North Campus’ Final Form
Shaped by conflict and a diminished budget, North Campus slowly took shape. Ten new buildings were completed in 1976 and 1977, giving much needed structure to the previously isolated and desolate sixbuilding campus.
However, some students remained skeptical. Rosen wrote an article claiming that North Campus lacked a “heart” of a student union and was designed to corral and control students.
Rosen wasn’t the only one.
“Decentralization is working because if it were not, there would be much more student protest about what is being done to us,” then-student Bernard Borthman wrote in a letter to the editor of The Spectrum. “We are being divided and conquered.”
In his own letter to the editor, then-student Kevin McCabe envisioned “totalitarian control and a serious threat to human freedom” on North Campus.
Yet, other students felt the suggestions were overblown.
“Please stop reminding us of the imperfections which exist in our would-be flawless, comfortably secure surroundings,” then-student Margaret Mary Buchanan said in a 1977 Spectrum letter to the editor.

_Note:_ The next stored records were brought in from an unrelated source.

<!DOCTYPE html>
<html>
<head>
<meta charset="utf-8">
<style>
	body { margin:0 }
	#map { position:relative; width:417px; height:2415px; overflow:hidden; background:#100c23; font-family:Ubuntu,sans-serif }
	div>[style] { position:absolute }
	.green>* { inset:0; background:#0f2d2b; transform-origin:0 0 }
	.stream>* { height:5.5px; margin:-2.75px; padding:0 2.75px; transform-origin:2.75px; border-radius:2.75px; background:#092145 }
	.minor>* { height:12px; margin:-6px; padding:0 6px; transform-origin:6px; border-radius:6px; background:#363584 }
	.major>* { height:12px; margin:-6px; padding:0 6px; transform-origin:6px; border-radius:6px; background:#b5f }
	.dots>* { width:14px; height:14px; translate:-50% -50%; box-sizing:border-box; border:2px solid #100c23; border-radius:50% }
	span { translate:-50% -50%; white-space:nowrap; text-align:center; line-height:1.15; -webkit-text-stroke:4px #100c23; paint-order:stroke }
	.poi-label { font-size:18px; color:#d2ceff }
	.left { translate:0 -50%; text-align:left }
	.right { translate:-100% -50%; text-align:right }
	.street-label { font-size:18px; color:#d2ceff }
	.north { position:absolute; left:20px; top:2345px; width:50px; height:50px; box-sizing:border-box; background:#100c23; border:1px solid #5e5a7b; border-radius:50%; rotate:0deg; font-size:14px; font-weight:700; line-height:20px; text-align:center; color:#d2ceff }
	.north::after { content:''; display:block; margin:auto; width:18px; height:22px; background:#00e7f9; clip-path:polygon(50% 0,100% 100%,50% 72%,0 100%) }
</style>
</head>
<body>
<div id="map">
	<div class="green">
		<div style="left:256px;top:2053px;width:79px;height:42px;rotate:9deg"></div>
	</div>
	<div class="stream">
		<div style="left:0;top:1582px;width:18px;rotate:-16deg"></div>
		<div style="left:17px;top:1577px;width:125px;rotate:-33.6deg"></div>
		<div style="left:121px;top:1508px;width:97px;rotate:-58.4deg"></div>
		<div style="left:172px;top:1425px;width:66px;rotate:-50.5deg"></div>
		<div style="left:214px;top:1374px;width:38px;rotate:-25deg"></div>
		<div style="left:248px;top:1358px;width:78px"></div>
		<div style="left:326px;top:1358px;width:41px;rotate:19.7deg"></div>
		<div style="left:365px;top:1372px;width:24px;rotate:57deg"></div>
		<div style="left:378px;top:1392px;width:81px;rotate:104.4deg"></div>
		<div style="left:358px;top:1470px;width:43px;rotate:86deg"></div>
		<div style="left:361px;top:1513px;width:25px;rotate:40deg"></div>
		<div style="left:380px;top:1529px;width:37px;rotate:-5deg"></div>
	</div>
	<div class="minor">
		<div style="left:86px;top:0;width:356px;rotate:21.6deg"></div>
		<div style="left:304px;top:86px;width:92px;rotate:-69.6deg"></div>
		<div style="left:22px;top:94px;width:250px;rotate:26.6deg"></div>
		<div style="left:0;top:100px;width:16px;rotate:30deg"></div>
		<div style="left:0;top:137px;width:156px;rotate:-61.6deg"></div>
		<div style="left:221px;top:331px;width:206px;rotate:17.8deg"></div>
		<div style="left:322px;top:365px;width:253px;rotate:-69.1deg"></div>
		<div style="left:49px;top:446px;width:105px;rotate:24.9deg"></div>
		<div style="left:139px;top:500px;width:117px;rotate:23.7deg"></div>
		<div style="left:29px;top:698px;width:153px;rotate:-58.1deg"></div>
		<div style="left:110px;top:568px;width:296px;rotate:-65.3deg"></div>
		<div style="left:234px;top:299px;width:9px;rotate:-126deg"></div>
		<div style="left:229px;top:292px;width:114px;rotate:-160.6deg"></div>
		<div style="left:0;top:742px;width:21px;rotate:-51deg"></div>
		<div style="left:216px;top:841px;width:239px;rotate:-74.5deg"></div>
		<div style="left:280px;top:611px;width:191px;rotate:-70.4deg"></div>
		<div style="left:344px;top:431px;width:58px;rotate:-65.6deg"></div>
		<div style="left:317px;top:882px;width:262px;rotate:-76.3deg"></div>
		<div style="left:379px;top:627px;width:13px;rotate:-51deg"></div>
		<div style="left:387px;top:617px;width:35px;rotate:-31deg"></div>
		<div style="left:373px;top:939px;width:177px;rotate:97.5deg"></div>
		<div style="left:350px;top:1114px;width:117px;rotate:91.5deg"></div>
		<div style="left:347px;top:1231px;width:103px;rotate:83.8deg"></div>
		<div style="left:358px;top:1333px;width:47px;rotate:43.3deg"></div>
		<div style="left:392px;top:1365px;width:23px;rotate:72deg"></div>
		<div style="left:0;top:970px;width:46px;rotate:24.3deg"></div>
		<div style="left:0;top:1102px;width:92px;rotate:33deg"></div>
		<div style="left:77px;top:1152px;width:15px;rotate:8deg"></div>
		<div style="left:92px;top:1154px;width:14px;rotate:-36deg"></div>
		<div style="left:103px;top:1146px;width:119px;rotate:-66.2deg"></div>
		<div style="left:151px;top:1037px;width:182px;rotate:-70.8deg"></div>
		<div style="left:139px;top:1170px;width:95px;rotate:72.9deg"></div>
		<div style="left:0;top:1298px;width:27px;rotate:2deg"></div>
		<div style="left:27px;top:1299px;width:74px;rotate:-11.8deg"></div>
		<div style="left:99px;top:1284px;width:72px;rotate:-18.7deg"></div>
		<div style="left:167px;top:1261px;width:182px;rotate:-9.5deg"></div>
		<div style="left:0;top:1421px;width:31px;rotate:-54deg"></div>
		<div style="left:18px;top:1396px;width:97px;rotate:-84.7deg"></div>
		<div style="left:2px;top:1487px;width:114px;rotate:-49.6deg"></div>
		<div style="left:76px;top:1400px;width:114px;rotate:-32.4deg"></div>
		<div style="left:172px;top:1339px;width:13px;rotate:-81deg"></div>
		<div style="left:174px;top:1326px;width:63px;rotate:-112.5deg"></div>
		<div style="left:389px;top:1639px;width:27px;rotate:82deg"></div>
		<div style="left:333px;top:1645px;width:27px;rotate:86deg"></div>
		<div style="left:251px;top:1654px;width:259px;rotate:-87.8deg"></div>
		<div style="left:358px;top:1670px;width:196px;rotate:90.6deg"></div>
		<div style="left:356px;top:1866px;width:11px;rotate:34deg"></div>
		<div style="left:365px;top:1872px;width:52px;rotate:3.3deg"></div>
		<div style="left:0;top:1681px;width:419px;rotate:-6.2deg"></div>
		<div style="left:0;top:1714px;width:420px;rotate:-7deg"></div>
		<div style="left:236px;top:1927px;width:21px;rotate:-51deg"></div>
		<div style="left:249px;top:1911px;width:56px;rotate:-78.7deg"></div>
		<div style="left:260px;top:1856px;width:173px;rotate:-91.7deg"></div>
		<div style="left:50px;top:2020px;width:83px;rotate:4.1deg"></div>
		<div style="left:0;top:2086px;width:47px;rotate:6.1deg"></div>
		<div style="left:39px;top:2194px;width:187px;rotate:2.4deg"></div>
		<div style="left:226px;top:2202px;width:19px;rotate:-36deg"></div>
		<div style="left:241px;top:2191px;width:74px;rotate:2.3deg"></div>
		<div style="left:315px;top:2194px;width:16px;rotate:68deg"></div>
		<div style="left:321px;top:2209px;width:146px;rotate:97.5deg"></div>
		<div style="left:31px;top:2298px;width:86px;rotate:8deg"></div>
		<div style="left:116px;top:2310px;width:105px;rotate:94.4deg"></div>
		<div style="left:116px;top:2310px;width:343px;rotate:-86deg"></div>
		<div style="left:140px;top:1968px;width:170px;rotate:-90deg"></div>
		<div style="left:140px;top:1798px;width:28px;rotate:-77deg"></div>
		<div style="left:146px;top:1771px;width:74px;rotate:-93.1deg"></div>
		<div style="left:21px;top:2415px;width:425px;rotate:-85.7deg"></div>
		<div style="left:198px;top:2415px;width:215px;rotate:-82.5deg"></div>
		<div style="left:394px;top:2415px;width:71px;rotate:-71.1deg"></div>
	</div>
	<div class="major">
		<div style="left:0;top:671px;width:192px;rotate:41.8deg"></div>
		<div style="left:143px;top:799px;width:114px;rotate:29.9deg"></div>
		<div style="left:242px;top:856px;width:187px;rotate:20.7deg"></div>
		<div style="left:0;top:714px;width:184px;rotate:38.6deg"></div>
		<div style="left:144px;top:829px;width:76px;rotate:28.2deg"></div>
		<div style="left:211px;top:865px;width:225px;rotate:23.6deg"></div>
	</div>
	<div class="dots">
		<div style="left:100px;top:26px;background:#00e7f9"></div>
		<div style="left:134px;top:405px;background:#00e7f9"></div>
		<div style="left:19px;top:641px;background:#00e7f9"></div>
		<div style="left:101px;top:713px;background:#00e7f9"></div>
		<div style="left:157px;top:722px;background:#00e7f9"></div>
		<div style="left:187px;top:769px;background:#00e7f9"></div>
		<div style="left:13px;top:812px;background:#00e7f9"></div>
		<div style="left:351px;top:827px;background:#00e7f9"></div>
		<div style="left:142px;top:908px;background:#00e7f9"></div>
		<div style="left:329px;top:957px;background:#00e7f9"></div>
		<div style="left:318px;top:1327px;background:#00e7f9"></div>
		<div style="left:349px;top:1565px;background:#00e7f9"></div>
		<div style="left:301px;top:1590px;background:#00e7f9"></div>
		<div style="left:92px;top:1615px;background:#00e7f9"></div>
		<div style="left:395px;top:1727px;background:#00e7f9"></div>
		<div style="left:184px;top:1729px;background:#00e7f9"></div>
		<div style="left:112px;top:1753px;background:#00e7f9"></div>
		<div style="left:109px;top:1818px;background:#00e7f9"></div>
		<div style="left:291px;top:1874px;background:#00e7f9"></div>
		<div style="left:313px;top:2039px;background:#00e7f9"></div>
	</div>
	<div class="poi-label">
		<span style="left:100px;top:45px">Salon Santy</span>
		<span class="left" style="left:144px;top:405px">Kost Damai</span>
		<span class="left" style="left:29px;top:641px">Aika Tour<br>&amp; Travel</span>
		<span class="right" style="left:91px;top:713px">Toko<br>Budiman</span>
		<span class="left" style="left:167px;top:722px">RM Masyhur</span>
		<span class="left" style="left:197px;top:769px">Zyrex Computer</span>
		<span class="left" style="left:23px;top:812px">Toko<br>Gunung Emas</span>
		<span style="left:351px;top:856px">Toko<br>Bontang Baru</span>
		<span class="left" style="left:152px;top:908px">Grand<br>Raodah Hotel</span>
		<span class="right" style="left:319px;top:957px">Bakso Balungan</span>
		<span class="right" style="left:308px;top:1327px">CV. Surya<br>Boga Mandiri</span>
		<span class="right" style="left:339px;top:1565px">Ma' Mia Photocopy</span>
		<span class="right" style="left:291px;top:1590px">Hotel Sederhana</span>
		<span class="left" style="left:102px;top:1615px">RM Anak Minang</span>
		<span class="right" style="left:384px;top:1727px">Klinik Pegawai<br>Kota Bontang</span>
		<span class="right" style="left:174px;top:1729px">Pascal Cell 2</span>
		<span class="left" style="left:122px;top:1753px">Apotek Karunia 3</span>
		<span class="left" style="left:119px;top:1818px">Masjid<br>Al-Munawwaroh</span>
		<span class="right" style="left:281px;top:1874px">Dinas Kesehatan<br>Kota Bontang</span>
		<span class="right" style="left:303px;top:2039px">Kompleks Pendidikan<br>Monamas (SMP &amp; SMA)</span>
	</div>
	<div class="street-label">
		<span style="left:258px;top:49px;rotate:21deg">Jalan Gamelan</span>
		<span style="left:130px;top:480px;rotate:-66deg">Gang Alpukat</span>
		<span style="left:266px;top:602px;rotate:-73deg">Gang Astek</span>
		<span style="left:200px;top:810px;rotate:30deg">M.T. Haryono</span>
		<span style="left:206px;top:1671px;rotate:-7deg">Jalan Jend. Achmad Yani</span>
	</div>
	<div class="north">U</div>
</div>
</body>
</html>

Separated libraries, a distant university plaza and the closing of Squire Hall, South Campus’ Student Union in 1982 led to the temporary homelessness of student organizations. This further bolstered student conspiracies.
But North Campus would eventually receive its own Student Union in 1985, after many years of negotiations between students and administration. The new building, which was expanded in 1992, gave a home to 75 clubs and organizations and supplied North Campus with the “heart” that Rosen claimed it had lacked for so long.
Though imperfect and sometimes confusing or ugly, the decentralization of North Campus stems from attempts to form smaller communities within the larger university rather than a far-fetched conspiracy theory.
It may be easy to see clues pointing toward authoritarian scheming hidden in the bricks of “Lego Land,” but in the end, North Campus was malformed by state and national politics, conflicting visions and a suite of setbacks — not an Orwellian plot by the UB administration.